The task ▸
Say how many lines of the data contain "嘉绿横路", and nothing more.

Entries supplied ▸
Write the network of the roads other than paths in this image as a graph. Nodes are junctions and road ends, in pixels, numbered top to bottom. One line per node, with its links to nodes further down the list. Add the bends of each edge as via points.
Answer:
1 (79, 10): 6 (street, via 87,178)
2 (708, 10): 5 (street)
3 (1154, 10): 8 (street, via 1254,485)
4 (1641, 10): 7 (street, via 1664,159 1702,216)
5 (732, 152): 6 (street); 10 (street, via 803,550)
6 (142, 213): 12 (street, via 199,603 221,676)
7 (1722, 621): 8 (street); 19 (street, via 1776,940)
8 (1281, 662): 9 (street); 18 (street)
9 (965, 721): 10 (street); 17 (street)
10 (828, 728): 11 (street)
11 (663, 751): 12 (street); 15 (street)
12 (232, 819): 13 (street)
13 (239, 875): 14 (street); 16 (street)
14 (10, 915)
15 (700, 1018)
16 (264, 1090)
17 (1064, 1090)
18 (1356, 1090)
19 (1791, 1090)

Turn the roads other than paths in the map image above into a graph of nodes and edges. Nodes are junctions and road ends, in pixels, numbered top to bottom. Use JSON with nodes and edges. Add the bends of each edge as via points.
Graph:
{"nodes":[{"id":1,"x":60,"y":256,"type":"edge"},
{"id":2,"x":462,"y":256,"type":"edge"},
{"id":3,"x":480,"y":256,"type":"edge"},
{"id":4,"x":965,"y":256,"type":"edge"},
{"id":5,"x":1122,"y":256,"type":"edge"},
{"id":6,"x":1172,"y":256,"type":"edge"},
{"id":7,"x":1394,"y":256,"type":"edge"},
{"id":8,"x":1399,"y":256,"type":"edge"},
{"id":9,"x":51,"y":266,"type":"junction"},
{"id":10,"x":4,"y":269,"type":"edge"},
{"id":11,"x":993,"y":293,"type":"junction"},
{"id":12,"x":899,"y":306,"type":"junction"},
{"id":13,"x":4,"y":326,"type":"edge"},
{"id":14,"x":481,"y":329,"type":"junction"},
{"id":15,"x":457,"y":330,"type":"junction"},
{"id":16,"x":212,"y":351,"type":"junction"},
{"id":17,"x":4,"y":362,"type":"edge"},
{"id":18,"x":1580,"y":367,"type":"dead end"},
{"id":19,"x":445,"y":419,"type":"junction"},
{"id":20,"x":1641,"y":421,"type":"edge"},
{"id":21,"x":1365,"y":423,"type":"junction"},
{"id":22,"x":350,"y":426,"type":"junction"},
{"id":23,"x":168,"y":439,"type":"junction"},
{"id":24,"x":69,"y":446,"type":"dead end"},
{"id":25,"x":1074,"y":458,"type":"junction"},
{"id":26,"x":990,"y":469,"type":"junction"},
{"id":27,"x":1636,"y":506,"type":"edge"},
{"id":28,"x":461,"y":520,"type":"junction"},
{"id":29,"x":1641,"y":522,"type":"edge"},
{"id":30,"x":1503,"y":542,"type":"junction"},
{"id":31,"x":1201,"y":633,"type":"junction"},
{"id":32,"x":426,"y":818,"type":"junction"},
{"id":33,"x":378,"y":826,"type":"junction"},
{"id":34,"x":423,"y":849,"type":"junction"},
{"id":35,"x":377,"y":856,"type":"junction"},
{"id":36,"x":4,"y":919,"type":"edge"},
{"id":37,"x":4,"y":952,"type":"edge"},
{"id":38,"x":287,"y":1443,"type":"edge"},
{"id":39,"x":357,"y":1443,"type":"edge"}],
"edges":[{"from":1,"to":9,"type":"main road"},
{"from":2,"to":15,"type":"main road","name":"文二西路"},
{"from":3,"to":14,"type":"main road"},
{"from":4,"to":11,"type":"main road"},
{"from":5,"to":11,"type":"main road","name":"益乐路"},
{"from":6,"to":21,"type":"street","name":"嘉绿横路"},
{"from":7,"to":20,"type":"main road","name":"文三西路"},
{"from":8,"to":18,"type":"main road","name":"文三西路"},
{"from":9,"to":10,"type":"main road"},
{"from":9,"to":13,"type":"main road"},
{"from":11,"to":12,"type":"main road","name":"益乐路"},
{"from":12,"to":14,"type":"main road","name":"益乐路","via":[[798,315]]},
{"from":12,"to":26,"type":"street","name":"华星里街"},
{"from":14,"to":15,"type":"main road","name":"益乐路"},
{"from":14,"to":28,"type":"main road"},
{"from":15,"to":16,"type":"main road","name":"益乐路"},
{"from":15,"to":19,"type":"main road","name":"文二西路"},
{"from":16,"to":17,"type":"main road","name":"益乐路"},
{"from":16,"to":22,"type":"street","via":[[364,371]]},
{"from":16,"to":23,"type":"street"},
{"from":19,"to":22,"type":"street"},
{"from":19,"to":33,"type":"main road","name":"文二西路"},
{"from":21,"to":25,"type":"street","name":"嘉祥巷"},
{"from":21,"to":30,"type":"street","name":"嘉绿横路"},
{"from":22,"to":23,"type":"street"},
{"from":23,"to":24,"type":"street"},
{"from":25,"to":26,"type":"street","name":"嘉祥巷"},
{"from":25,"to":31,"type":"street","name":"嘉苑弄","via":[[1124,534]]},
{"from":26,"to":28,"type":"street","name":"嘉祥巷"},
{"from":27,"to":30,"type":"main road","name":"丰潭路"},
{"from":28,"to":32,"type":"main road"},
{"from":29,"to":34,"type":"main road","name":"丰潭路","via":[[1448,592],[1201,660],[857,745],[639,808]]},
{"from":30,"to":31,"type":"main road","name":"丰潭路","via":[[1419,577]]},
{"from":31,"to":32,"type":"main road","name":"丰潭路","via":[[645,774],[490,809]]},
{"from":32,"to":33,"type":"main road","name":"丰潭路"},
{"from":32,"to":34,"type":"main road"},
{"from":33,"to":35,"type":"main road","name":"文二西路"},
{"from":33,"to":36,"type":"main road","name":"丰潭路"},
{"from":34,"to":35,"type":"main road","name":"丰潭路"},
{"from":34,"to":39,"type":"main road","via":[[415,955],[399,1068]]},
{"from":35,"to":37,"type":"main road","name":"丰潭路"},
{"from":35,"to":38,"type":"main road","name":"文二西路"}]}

Answer section ▸
2